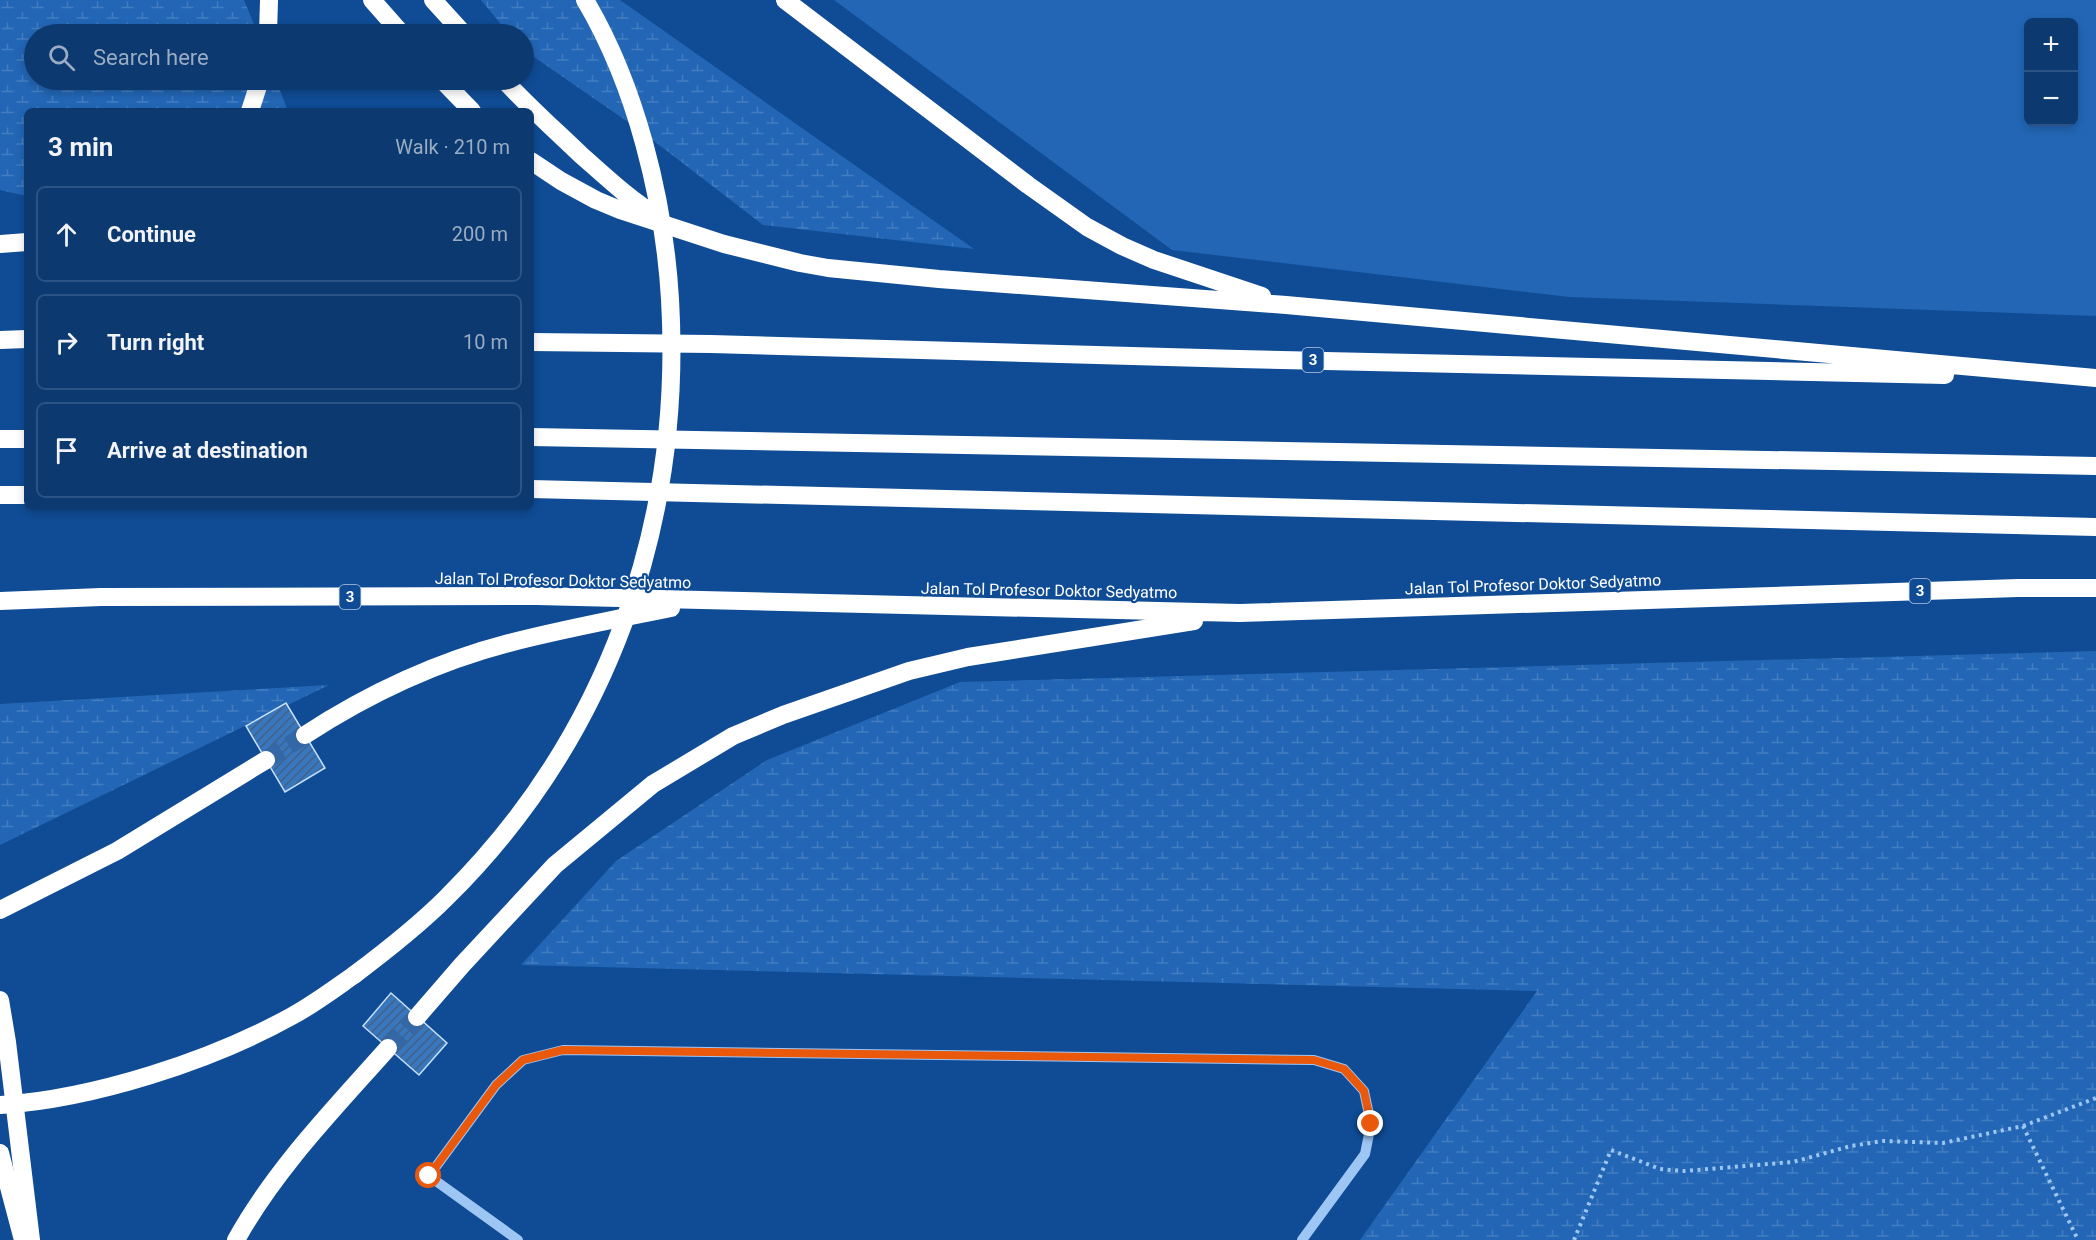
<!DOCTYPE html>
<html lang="en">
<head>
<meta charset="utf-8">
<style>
	body { margin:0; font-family:Roboto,sans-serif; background:#144075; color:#f1f3f6 }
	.controls { position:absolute; right:18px; top:18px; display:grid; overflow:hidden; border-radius:9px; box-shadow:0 3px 9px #0003 }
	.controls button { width:54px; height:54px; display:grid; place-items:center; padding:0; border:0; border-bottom:2px solid #2b5383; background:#0b3970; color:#f1f3f6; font:30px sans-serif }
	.stop { position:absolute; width:18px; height:18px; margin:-14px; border:4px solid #ea580c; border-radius:50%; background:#fff }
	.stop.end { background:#ea580c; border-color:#fff; box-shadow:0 2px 6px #0008 }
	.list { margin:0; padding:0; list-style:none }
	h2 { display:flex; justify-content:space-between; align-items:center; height:78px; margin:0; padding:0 24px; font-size:26px }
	h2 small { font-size:20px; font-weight:400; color:#9aacc3 }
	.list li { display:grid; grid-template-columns:39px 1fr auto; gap:18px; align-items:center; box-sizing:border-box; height:96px; margin:0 12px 12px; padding:0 12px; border:2px solid #2b5383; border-radius:9px }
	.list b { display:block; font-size:22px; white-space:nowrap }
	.list em { font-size:20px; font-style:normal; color:#9aacc3 }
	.icon { flex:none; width:33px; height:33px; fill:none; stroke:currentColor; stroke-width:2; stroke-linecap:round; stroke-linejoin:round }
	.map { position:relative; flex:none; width:2096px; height:1240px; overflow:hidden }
	.search { position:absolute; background:#0b3970; box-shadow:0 3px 9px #0003; left:24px; top:24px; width:510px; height:66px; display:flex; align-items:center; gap:15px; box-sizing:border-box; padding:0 21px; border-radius:33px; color:#9aacc3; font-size:22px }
	.panel { position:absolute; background:#0b3970; box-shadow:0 3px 9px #0003; left:24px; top:108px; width:510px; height:402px; border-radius:9px }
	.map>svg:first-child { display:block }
</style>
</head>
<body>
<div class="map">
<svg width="2096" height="1240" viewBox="0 0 2096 1240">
	<defs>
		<pattern id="wetland-marsh" width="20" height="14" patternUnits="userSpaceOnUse" patternTransform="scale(1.5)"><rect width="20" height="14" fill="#2266b5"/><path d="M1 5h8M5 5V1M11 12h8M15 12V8" fill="none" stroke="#437dc0"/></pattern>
		<pattern id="building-hatch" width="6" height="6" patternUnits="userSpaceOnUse" patternTransform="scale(1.5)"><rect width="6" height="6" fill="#3876be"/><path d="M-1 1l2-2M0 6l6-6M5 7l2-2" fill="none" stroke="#426185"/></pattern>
	</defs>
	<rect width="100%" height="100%" fill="#0f4c95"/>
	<path fill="#2266b5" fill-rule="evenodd" d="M834,0H2096V316L1569,297L1172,250ZM2028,22H2074V122H2028Z"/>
	<path fill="url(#wetland-marsh)" d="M0,0H244L258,34H34V80H276L288,111H27V196L0,190Z
		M481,0H620L974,249L763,225L641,131L524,50V34H509Z
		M2096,651V1240H1360L1537,991L521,965L616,861L767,760L960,682Z
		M329,685L0,845V704Z"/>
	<path fill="url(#building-hatch)" stroke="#c6e0fe" stroke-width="1.5" d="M286,703L325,768L285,792L246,726Z
		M391,993L447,1043L419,1075L363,1026Z"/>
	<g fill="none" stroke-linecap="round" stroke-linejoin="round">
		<path stroke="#3367a5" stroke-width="18" stroke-dasharray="18 9" stroke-linecap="butt" d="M266,760L305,735
			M388,1048L417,1017"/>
		<path stroke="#9ec6f4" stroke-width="4" stroke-dasharray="3 4.5" stroke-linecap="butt" d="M2023,1126L2096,1098
			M1574,1240L1611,1150L1660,1169L1684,1171L1793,1162L1851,1146L1883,1141L1943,1143L2023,1126L2078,1240"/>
		<path stroke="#9ec6f4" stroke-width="10" d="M518,1240L429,1176L496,1085L523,1060L563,1050L1314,1060L1344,1069L1364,1091L1371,1124L1365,1154L1302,1240"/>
		<path stroke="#fff" stroke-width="18" d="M372,0L402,34
			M433,0L464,34
			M785,0L1028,185L1087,227L1122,246L1154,260L1262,296
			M268,34L269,0
			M442,80L472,111
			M504,80C528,106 555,130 581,155C605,176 630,200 657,216
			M250,111L260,80
			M531,161L561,181L596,200L620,210L724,244L800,263L828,268L939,279L1286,305L2096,378
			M0,244L27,242
			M0,340L27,339
			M531,342L711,344L1239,359L1945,375
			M531,437L2096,466
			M0,439H27
			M531,489L2096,527
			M0,495H27
			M0,601L101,597L537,596L1240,613L2018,588H2096
			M305,735C368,694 436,662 509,643C563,629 617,619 671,608
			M0,910L117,851L266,760
			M417,1017L462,965L555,865L653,784L733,736L783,715L909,671L968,657L1194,621
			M0,1105C93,1099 211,1061 292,1016C314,1004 334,989 354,975
			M0,1153L23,1240
			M236,1240C276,1168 334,1109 388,1048"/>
		<path stroke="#fff" stroke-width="18" d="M354,975C386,951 418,926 446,898C608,738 683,524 670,299C664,199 636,86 585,0
			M0,1000L7,1042L31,1240"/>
	</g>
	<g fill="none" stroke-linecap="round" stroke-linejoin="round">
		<path stroke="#ea580c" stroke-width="8" d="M429,1176L496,1085L523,1060L563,1050L1314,1060L1344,1069L1364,1091L1371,1124"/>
	</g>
	<g text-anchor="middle" stroke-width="4.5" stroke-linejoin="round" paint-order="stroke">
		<g fill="#0f4c95" stroke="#b7c9df" stroke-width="1.5">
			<rect x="1302.5" y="348" width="21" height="24" rx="4.5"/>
			<rect x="1909.5" y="579" width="21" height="24" rx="4.5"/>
			<rect x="339.5" y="585" width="21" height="24" rx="4.5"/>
		</g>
		<g font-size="15" font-weight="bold" fill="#fff">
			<text x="1313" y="365">3</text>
			<text x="1920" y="596">3</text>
			<text x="350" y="602">3</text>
		</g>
		<g font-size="16" fill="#fff" stroke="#0f4c95">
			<text transform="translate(563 580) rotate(1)" y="6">Jalan Tol Profesor Doktor Sedyatmo</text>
			<text transform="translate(1533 584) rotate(-2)" y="6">Jalan Tol Profesor Doktor Sedyatmo</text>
			<text transform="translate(1049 590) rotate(1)" y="6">Jalan Tol Profesor Doktor Sedyatmo</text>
		</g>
	</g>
</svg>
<div class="controls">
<button>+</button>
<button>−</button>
</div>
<div class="stop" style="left:429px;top:1176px"></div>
<div class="stop end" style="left:1371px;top:1124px"></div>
<div class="search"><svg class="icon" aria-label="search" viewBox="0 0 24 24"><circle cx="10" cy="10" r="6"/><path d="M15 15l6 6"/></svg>Search here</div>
<section class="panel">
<h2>3 min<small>Walk · 210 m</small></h2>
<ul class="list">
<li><svg class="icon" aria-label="ahead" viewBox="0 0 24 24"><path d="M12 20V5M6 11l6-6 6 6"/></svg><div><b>Continue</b></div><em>200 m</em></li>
<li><svg class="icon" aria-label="right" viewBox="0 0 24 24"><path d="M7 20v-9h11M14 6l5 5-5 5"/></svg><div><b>Turn right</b></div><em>10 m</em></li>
<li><svg class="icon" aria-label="arrive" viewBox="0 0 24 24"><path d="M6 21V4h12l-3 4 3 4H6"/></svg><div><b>Arrive at destination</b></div></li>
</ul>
</section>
</div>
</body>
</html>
_ _ _
= Required work =
Copy out each line of the data that has the word "controls" in it.

= Written reply =
	.controls { position:absolute; right:18px; top:18px; display:grid; overflow:hidden; border-radius:9px; box-shadow:0 3px 9px #0003 }
	.controls button { width:54px; height:54px; display:grid; place-items:center; padding:0; border:0; border-bottom:2px solid #2b5383; background:#0b3970; color:#f1f3f6; font:30px sans-serif }
<div class="controls">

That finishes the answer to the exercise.